Comme si l’humiliation subie par les soldats de la FARDC à Goma n’était pas suffisamment profonde, voilà qu’on apprend qu’un de ses chefs militaires vend des armes à l’ennemi [1], et que d’autres s’aventurent à désister à répétition [2], au gré des saisons. Sans pour autant occulter le problème des excursions effrontées des pays de l’Est, ceci nous apporte à une constatation douloureuse à écrire, la thèse selon laquelle une partie des citoyens congolais sont responsables des maux chroniques du pays.

La corruption existe dans tous les pays, mais elle a des effets démesurés dans les pays affligés qui ont peu de moyens. Du coup, il n’est plus question d’un simple scandale dans la vie politique nationale d’une nation; ça devient une question de vie ou de mort, voir même des milliers de morts et une nuée de misère qui asphyxie les masses. Il est légitime de s’indigner quant aux activités des pays de l’Est en sol congolais. Moi-même je suis scandalisé par le niveau d’hypocrisie de la part d’un certain dirigeant qu’il n’est pas nécessaire de nommer [3]. On peut couper au couteau le temps à partir duquel les rebelles du M23 ont tout à coup gagné la donne avec des armes nouvelles aux poings [4], alors qu’avant ils titillaient, cachés dans les collines avec les animaux d’un parc [5].

Cependant, la vérité la plus complète semble trop dure à estomaquer, même si les commentateurs anonymes de la blogosphère, que l’on présume congolais quand vient ces questions proprement congolaises, arpentent tout de même indirectement le problème le plus profond. Pointer du doigt la corruption et l’incapacité du gouvernement central, et par conséquent son armée, semble tout à fait justifié. On peut tout de même insérer cela dans la narrative d’un Congo martyrisé par l’envahisseur. Il n’est pas étonnant de voir de nombreux commentaires à cet égard.

L’autre face du problème est plus terrible et douloureuse… Personne ne veux entendre que le deuxième bandit est bien de chez sois, c’est-à-dire une partie des citoyens de la nation. C’est encore plus douloureux que d’affirmer qu’il ne suffit pas de s’attarder à l’élite centrale, que l’on peut pourtant qualifier de tous les maux : de la corruption jusqu’au vol pur et simple. Résolument, il faut reconnaitre que des citoyens ordinaires se tirent de leur misère en se faisant prédateur de compatriotes. Au nom de la survie, du simple milicien jusqu’au commandant, on saccage sa propre patrie [6], les gens autant que la terre et les minerais.

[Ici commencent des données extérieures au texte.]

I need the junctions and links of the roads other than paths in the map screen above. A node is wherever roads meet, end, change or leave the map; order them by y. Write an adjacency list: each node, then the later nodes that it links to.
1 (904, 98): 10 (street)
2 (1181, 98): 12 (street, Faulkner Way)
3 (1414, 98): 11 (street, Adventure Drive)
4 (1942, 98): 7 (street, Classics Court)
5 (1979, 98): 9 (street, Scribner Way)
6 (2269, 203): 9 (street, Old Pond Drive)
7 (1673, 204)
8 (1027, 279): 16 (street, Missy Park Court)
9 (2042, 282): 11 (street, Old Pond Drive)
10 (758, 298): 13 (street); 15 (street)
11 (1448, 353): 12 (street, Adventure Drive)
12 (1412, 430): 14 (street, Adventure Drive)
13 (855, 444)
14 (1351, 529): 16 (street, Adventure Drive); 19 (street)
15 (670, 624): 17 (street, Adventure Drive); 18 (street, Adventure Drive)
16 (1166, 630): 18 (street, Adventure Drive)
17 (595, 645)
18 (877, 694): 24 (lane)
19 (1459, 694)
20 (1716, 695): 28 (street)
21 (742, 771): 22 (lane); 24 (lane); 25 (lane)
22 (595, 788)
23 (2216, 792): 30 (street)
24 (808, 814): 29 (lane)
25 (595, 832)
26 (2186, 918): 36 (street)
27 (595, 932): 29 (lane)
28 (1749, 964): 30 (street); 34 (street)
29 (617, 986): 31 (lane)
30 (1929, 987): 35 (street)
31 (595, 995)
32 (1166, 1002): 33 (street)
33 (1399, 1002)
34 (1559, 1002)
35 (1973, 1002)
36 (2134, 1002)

C’est une situation bien curieuse dans l’Est : le constat que certains groupes armées, constitués proprement de fils de la nation, agissent dans la même trame que leurs groupes rivaux étrangers, c’est-à-dire comme pilleurs de la populace et des ressources de leur territoire. Nous sommes au-delà du banditisme individuel, c’est à s’y méconnaitre lorsque sur la base des actes, il devient difficile de différencier les groupes, dans le sens que des congolais se comportent comme des conquérants sur dans propre terroir, sans qu’il n’y ait édification des leurs pour autant.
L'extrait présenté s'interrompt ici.